• **WHAT THE EXERCISE ASKS**: Go through the material below line by line and count those containing "Oconto". Write the count and nothing more.

*-*-*

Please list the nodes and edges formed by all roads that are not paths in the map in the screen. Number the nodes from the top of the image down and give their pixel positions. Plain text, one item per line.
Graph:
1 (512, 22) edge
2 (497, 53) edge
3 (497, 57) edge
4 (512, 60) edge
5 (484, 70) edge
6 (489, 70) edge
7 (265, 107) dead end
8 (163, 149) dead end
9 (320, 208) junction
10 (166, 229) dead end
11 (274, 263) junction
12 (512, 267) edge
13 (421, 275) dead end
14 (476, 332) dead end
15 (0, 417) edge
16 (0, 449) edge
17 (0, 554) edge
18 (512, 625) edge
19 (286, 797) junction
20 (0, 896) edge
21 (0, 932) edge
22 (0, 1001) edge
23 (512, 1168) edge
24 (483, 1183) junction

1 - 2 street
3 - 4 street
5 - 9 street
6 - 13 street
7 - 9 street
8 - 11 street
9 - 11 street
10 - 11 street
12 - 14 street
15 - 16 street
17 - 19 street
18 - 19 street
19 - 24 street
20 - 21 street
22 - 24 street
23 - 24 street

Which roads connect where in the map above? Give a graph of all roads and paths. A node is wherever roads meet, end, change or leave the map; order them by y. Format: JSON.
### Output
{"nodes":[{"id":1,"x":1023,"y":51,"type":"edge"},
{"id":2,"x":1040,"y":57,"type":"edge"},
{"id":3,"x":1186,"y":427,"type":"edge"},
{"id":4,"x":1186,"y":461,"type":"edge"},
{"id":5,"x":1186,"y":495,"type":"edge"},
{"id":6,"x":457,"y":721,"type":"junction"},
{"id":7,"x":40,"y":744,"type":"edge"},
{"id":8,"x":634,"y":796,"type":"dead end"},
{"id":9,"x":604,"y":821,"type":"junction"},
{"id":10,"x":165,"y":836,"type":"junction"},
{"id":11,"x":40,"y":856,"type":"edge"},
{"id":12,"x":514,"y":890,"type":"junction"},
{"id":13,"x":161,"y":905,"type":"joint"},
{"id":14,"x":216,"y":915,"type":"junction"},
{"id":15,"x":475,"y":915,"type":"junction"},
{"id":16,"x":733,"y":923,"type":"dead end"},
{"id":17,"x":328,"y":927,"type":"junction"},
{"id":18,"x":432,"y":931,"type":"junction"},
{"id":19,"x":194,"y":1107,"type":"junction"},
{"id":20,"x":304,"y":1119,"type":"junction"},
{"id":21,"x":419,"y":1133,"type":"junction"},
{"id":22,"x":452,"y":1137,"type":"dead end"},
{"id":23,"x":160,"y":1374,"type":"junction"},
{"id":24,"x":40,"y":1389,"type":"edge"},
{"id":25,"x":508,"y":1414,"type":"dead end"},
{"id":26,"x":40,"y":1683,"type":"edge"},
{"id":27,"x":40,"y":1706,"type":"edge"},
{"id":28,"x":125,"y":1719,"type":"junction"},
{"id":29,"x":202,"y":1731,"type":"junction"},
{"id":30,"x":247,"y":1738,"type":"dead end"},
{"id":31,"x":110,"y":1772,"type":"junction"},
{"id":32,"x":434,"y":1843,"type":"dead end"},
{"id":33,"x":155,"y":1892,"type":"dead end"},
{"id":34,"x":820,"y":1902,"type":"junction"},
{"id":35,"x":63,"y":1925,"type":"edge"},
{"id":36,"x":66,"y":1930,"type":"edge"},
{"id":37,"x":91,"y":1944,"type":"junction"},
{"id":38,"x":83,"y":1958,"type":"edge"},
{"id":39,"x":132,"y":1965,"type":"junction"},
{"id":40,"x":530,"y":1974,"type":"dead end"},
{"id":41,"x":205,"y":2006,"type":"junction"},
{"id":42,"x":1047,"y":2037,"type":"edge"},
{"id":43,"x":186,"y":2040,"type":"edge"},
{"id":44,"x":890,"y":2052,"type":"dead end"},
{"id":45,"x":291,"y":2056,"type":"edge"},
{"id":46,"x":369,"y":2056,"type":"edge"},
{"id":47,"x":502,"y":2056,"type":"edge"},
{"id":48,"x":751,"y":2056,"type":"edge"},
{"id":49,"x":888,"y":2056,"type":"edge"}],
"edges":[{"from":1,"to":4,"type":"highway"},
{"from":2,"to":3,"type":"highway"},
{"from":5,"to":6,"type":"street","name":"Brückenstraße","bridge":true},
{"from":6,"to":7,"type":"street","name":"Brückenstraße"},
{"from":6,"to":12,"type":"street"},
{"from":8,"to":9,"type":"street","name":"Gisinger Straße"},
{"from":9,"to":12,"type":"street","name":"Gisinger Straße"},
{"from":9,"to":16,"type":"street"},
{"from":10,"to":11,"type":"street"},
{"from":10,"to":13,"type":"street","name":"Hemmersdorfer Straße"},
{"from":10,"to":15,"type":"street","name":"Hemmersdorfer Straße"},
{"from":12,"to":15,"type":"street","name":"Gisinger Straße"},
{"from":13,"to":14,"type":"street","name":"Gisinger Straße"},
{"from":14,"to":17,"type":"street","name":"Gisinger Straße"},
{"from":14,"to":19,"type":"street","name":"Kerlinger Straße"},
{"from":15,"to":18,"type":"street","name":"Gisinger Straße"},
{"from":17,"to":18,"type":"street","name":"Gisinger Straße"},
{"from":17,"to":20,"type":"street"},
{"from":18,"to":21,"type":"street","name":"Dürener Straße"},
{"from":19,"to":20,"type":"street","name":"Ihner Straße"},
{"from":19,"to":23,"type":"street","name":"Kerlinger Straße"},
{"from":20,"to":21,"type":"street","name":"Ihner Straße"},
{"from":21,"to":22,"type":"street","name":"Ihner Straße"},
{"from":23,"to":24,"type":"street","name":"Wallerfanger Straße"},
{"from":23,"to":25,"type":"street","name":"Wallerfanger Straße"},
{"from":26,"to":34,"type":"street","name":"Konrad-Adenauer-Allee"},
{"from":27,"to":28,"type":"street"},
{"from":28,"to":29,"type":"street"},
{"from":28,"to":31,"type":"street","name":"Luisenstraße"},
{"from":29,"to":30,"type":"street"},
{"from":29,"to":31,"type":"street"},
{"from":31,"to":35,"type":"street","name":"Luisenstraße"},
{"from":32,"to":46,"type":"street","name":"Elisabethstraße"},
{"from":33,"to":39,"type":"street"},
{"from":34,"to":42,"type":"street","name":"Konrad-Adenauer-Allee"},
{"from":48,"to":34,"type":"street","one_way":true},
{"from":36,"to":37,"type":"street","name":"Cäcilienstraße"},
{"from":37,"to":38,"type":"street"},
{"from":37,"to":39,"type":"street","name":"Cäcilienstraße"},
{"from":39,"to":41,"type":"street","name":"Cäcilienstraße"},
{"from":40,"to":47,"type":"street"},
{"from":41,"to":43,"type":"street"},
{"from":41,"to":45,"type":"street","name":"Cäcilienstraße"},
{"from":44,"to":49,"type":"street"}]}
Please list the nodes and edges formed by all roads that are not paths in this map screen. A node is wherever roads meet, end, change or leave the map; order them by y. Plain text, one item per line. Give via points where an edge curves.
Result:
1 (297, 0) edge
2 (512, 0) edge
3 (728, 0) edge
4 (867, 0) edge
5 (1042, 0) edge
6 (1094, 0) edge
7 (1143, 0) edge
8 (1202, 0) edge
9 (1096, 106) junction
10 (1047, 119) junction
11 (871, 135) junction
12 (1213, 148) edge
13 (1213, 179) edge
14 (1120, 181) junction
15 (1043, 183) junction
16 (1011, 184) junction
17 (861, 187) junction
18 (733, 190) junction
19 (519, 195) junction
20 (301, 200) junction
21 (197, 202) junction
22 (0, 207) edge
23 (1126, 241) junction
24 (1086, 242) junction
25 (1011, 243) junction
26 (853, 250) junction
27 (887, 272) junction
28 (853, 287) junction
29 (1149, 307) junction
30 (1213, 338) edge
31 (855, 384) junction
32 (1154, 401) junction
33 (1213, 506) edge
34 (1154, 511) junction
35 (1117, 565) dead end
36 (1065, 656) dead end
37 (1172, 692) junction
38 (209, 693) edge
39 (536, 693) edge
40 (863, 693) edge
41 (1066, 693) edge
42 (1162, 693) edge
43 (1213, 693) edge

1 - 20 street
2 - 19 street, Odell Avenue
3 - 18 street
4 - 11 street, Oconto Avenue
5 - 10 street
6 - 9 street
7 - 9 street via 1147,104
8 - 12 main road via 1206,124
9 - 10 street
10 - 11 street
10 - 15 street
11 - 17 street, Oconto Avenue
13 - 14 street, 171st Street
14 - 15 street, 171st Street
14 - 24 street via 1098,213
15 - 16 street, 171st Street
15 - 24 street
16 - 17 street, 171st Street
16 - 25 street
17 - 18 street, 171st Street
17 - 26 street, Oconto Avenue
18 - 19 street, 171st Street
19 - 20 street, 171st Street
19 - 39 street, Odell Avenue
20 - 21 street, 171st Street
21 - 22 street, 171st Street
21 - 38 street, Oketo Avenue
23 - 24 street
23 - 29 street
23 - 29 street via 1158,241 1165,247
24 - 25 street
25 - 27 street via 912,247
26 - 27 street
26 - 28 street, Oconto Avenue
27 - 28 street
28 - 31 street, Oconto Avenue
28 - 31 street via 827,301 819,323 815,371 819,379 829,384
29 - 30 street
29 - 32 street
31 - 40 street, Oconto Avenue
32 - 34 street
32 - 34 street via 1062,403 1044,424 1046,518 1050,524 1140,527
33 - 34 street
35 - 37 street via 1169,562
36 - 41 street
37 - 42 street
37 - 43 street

*-*-*

• **RESPONSE TO THE EXERCISE**: 6